WORK TO BE COMPLETED: Which lines have the string "vector"? Copy all of them from the entries below.

START RECORDS FOR PROCESSING

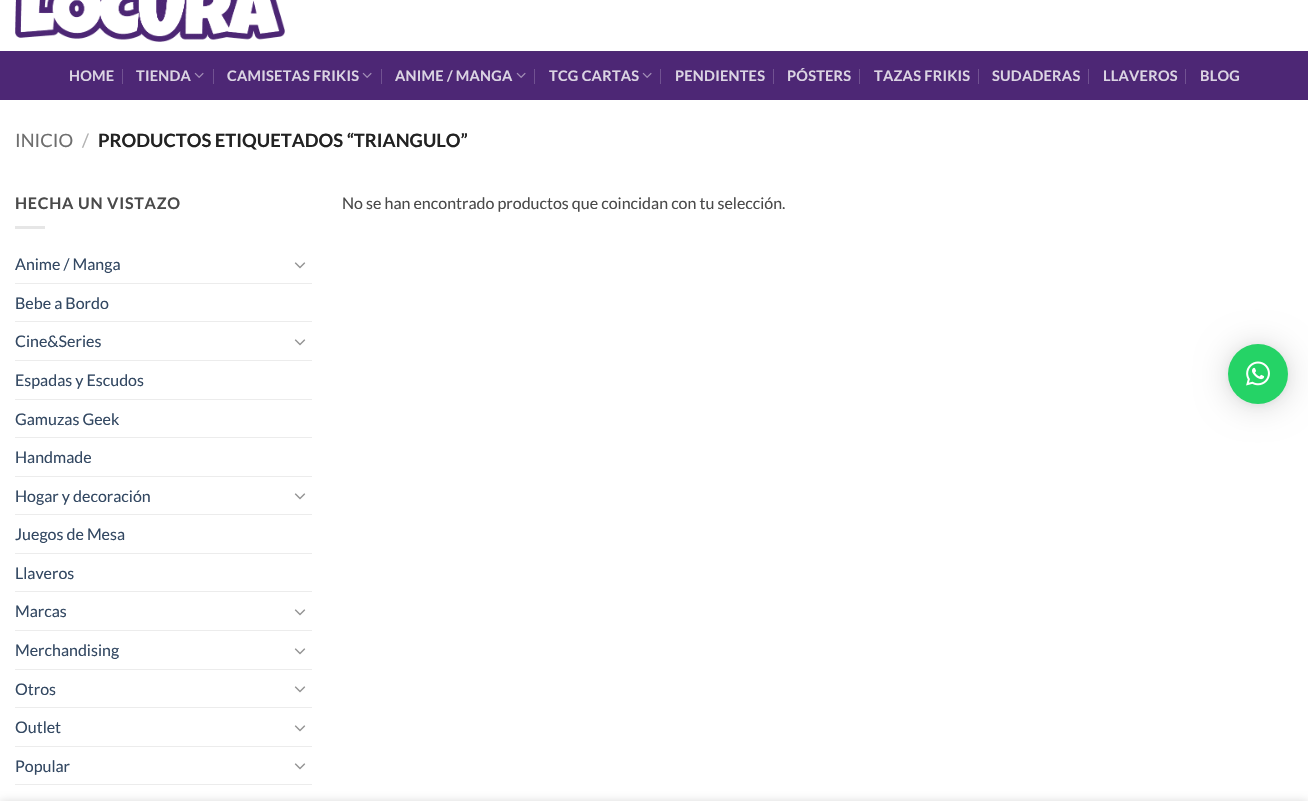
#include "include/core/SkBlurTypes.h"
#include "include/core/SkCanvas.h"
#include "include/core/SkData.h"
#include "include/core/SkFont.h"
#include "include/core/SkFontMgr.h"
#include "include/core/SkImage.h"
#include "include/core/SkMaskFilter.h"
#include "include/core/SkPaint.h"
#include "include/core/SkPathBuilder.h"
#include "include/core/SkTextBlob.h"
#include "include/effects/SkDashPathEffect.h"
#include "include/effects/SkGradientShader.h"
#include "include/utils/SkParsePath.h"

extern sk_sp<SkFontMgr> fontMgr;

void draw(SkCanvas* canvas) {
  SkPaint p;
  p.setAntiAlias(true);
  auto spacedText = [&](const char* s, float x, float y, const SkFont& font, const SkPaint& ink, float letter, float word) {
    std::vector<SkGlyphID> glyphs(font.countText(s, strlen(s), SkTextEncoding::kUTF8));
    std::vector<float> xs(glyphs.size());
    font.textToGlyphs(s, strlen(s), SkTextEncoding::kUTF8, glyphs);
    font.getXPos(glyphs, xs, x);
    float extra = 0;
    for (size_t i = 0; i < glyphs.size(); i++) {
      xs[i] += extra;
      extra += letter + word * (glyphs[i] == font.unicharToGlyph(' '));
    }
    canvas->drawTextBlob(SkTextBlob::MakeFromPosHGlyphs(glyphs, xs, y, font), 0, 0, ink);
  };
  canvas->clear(SK_ColorWHITE);
  canvas->drawImageRect(SkImages::DeferredFromEncodedData(SkData::MakeFromFileName("images/1.png")), SkRect::MakeLTRB(15, 0, 285, 42), SkSamplingOptions());
  p.setColor(SkColorSetRGB(77, 39, 117));
  canvas->drawRect(SkRect::MakeLTRB(0, 51, 1308, 100), p);
  p.setColor(SkColorSetRGB(77, 43, 113));
  canvas->drawRect(SkRect::MakeLTRB(15, 51, 1293, 52), p);
  p.setColor(SkColorSetRGB(113, 82, 145));
  canvas->drawRect(SkRect::MakeLTRB(122, 69, 123, 84), p);
  canvas->drawImageRect(SkImages::DeferredFromEncodedData(SkData::MakeFromFileName("images/2.png")), SkRect::MakeLTRB(194, 72, 204, 78), SkSamplingOptions());
  canvas->drawRect(SkRect::MakeLTRB(213, 69, 214, 84), p);
  canvas->drawImageRect(SkImages::DeferredFromEncodedData(SkData::MakeFromFileName("images/2.png")), SkRect::MakeLTRB(362, 72, 372, 78), SkSamplingOptions());
  canvas->drawRect(SkRect::MakeLTRB(381, 69, 382, 84), p);
  canvas->drawImageRect(SkImages::DeferredFromEncodedData(SkData::MakeFromFileName("images/2.png")), SkRect::MakeLTRB(516, 72, 526, 78), SkSamplingOptions());
  canvas->drawRect(SkRect::MakeLTRB(534, 69, 535, 84), p);
  canvas->drawImageRect(SkImages::DeferredFromEncodedData(SkData::MakeFromFileName("images/2.png")), SkRect::MakeLTRB(642, 72, 652, 78), SkSamplingOptions());
  canvas->drawRect(SkRect::MakeLTRB(660, 69, 661, 84), p);
  canvas->drawRect(SkRect::MakeLTRB(773, 69, 774, 84), p);
  canvas->drawRect(SkRect::MakeLTRB(859, 69, 860, 84), p);
  canvas->drawRect(SkRect::MakeLTRB(978, 69, 979, 84), p);
  canvas->drawRect(SkRect::MakeLTRB(1088, 69, 1089, 84), p);
  canvas->drawRect(SkRect::MakeLTRB(1185, 69, 1186, 84), p);
  p.setColor(SkColorSetRGB(230, 230, 230));
  canvas->drawRect(SkRect::MakeLTRB(15, 226, 45, 229), p);
  canvas->drawImageRect(SkImages::DeferredFromEncodedData(SkData::MakeFromFileName("images/3.png")), SkRect::MakeLTRB(294, 262, 306, 269), SkSamplingOptions());
  p.setColor(SkColorSetRGB(236, 236, 236));
  canvas->drawRect(SkRect::MakeLTRB(15, 283, 312, 284), p);
  canvas->drawRect(SkRect::MakeLTRB(15, 321, 312, 322), p);
  canvas->drawImageRect(SkImages::DeferredFromEncodedData(SkData::MakeFromFileName("images/3.png")), SkRect::MakeLTRB(294, 339, 306, 346), SkSamplingOptions());
  canvas->drawRect(SkRect::MakeLTRB(15, 360, 312, 361), p);
  canvas->drawRect(SkRect::MakeLTRB(15, 399, 312, 400), p);
  canvas->drawRect(SkRect::MakeLTRB(15, 437, 312, 438), p);
  canvas->drawRect(SkRect::MakeLTRB(15, 476, 312, 477), p);
  canvas->drawImageRect(SkImages::DeferredFromEncodedData(SkData::MakeFromFileName("images/3.png")), SkRect::MakeLTRB(294, 493, 306, 500), SkSamplingOptions());
  canvas->drawRect(SkRect::MakeLTRB(15, 514, 312, 515), p);
  canvas->drawRect(SkRect::MakeLTRB(15, 553, 312, 554), p);
  canvas->drawRect(SkRect::MakeLTRB(15, 591, 312, 592), p);
  canvas->drawImageRect(SkImages::DeferredFromEncodedData(SkData::MakeFromFileName("images/3.png")), SkRect::MakeLTRB(294, 609, 306, 616), SkSamplingOptions());
  canvas->drawRect(SkRect::MakeLTRB(15, 630, 312, 631), p);
  canvas->drawImageRect(SkImages::DeferredFromEncodedData(SkData::MakeFromFileName("images/3.png")), SkRect::MakeLTRB(294, 648, 306, 655), SkSamplingOptions());
  canvas->drawRect(SkRect::MakeLTRB(15, 669, 312, 670), p);
  canvas->drawImageRect(SkImages::DeferredFromEncodedData(SkData::MakeFromFileName("images/3.png")), SkRect::MakeLTRB(294, 686, 306, 693), SkSamplingOptions());
  canvas->drawRect(SkRect::MakeLTRB(15, 707, 312, 708), p);
  canvas->drawImageRect(SkImages::DeferredFromEncodedData(SkData::MakeFromFileName("images/3.png")), SkRect::MakeLTRB(294, 725, 306, 732), SkSamplingOptions());
  canvas->drawRect(SkRect::MakeLTRB(15, 746, 312, 747), p);
  canvas->drawImageRect(SkImages::DeferredFromEncodedData(SkData::MakeFromFileName("images/3.png")), SkRect::MakeLTRB(294, 763, 306, 770), SkSamplingOptions());
  canvas->drawRect(SkRect::MakeLTRB(15, 784, 312, 785), p);
  p.setColor(SkColorSetARGB(41, 0, 0, 0));
  p.setMaskFilter(SkMaskFilter::MakeBlur(kNormal_SkBlurStyle, 16));
  canvas->drawRoundRect(SkRect::MakeLTRB(1228, 346, 1288, 406), 30, 30, p);
  p.setMaskFilter(nullptr);
  p.setColor(SkColorSetARGB(15, 0, 0, 0));
  p.setMaskFilter(SkMaskFilter::MakeBlur(kNormal_SkBlurStyle, 3));
  canvas->drawRoundRect(SkRect::MakeLTRB(1228, 345, 1288, 405), 30, 30, p);
  p.setMaskFilter(nullptr);
  p.setColor(SkColorSetRGB(37, 211, 102));
  canvas->drawCircle(1258, 374, 30, p);
  canvas->drawImageRect(SkImages::DeferredFromEncodedData(SkData::MakeFromFileName("images/4.png")), SkRect::MakeLTRB(1246, 361, 1270, 386), SkSamplingOptions());
  p.setColor(SkColorSetARGB(36, 0, 0, 0));
  p.setMaskFilter(SkMaskFilter::MakeBlur(kNormal_SkBlurStyle, 4.5f));
  canvas->drawRect(SkRect::MakeLTRB(0, 801, 1308, 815), p);
  p.setMaskFilter(nullptr);
  SkFont font1(fontMgr->matchFamilyStyle("Lato", SkFontStyle::Bold()), 14.5f);
  font1.setSubpixel(true);
  p.setColor(SkColorSetRGB(219, 212, 227));
  spacedText("HOME", 69, 81, font1, p, 0.25f, 0);
  spacedText("TIENDA", 136, 81, font1, p, 0.25f, 0);
  spacedText("CAMISETAS FRIKIS", 227, 81, font1, p, 0.25f, 0);
  spacedText("ANIME / MANGA", 395, 81, font1, p, 0.25f, 0);
  spacedText("TCG CARTAS", 549, 81, font1, p, 0.25f, 0);
  spacedText("PENDIENTES", 675, 81, font1, p, 0.25f, 0);
  spacedText("PÓSTERS", 787, 81, font1, p, 0.25f, 0);
  spacedText("TAZAS FRIKIS", 874, 81, font1, p, 0.25f, 0);
  spacedText("SUDADERAS", 992, 81, font1, p, 0.25f, 0);
  spacedText("LLAVEROS", 1103, 81, font1, p, 0.25f, 0);
  spacedText("BLOG", 1200, 81, font1, p, 0.25f, 0);
  SkFont font2(fontMgr->matchFamilyStyle("Lato", SkFontStyle::Normal()), 18.4f);
  font2.setSubpixel(true);
  p.setColor(SkColorSetRGB(110, 110, 110));
  canvas->drawString("INICIO", 15, 147, font2, p);
  p.setColor(SkColorSetRGB(178, 178, 178));
  canvas->drawString("/", 82, 147, font2, p);
  SkFont font3(fontMgr->matchFamilyStyle("Lato", SkFontStyle::Bold()), 18.4f);
  font3.setSubpixel(true);
  p.setColor(SkColorSetRGB(34, 34, 34));
  canvas->drawString("PRODUCTOS ETIQUETADOS “TRIANGULO”", 98, 147, font3, p);
  SkFont font4(fontMgr->matchFamilyStyle("Lato", SkFontStyle::Bold()), 16);
  font4.setSubpixel(true);
  p.setColor(SkColorSetRGB(74, 74, 74));
  spacedText("HECHA UN VISTAZO", 15, 209, font4, p, 0.75f, 0);
  SkFont font5(fontMgr->matchFamilyStyle("Lato", SkFontStyle::Normal()), 16);
  font5.setSubpixel(true);
  p.setColor(SkColorSetRGB(51, 72, 98));
  canvas->drawString("Anime / Manga", 15, 270, font5, p);
  canvas->drawString("Bebe a Bordo", 15, 309, font5, p);
  canvas->drawString("Cine&Series", 15, 347, font5, p);
  canvas->drawString("Espadas y Escudos", 15, 386, font5, p);
  canvas->drawString("Gamuzas Geek", 15, 425, font5, p);
  canvas->drawString("Handmade", 15, 463, font5, p);
  canvas->drawString("Hogar y decoración", 15, 502, font5, p);
  canvas->drawString("Juegos de Mesa", 15, 540, font5, p);
  canvas->drawString("Llaveros", 15, 579, font5, p);
  canvas->drawString("Marcas", 15, 617, font5, p);
  canvas->drawString("Merchandising", 15, 656, font5, p);
  canvas->drawString("Otros", 15, 695, font5, p);
  canvas->drawString("Outlet", 15, 733, font5, p);
  canvas->drawString("Popular", 15, 772, font5, p);
  p.setColor(SkColorSetRGB(74, 74, 74));
  canvas->drawString("No se han encontrado productos que coincidan con tu selección.", 342, 209, font5, p);
}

END RECORDS FOR PROCESSING

SOLUTION:
    std::vector<SkGlyphID> glyphs(font.countText(s, strlen(s), SkTextEncoding::kUTF8));
    std::vector<float> xs(glyphs.size());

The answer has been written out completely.